Clark thanked NTI’s partners in this project – Royan Truck & Trailer Repairs, Annvid Auto Upholsterers & Marine Trimmers, PPG Paints, Hy-Way Truck Accessories, Battery World, Isuzu Trucks and TEKNO – for getting involved and supporting the cause.

Clark says each restoration project carried out by the NTI “is an opportunity to innovate and learn” and this project was no different.

The specifications of the rebuild truck are “impressive”, Clark says.

“We build with purpose,” he says.

“Each truck is unique and a work of art in its own right, but this time we took things a step further.”

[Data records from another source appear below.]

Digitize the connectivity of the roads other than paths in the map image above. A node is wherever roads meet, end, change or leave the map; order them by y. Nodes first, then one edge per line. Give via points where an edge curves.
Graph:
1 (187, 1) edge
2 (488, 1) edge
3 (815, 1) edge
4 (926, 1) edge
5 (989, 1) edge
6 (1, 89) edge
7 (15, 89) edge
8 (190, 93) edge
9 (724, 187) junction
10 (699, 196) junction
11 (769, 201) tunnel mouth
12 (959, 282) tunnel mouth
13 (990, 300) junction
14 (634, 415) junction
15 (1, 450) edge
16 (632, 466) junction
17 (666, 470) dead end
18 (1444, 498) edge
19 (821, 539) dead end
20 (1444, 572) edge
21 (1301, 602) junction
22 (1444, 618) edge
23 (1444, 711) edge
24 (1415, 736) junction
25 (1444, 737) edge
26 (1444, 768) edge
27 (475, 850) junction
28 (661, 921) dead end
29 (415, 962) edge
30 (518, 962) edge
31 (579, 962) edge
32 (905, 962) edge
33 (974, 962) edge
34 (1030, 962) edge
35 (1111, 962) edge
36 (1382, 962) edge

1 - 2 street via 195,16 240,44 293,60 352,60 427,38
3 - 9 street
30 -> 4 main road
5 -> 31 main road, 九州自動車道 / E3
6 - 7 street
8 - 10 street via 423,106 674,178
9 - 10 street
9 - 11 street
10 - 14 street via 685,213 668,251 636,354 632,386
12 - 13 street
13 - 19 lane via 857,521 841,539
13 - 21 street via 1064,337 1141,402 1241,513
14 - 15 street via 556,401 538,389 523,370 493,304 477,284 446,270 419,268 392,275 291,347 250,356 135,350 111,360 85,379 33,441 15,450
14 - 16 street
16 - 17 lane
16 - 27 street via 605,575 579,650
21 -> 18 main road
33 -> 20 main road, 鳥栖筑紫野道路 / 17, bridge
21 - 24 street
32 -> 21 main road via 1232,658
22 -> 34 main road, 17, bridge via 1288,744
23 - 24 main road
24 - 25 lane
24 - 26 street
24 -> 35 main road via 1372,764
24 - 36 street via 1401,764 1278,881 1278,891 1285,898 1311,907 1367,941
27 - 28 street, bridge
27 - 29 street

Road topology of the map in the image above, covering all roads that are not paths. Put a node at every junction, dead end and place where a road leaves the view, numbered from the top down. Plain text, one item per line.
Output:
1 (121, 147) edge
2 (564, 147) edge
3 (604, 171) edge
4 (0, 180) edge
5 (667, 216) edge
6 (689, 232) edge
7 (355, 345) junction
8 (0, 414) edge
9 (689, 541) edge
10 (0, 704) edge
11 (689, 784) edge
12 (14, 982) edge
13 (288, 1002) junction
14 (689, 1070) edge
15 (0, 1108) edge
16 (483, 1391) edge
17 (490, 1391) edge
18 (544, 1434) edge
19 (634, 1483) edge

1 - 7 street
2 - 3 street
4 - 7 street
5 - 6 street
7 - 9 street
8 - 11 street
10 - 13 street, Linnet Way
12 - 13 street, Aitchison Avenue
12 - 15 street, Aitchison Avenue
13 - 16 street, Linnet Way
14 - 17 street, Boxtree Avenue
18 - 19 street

Read how NTI launched its latest MND-research restoration project, here

Earlier this year, NTI announced that 100 per cent of the money collected from the ticket sales via NTI’s official research grant and MND Research Institute of Australia will go directly to University of Queensland associate professor Trent Woodruff for his research project entitled, ‘Manipulation of free fatty acid receptors to tame the immune response in MND’.

NTI’s restoration project manager, Don Geer, says the truck strikes the perfect balance between old and new, with bespoke features that set it apart from others.

“This is the third truck we’ve completed now, the second to give away – but it doesn’t make it any easier to send them off,” Geer jokes.

“It’s all for a good cause though.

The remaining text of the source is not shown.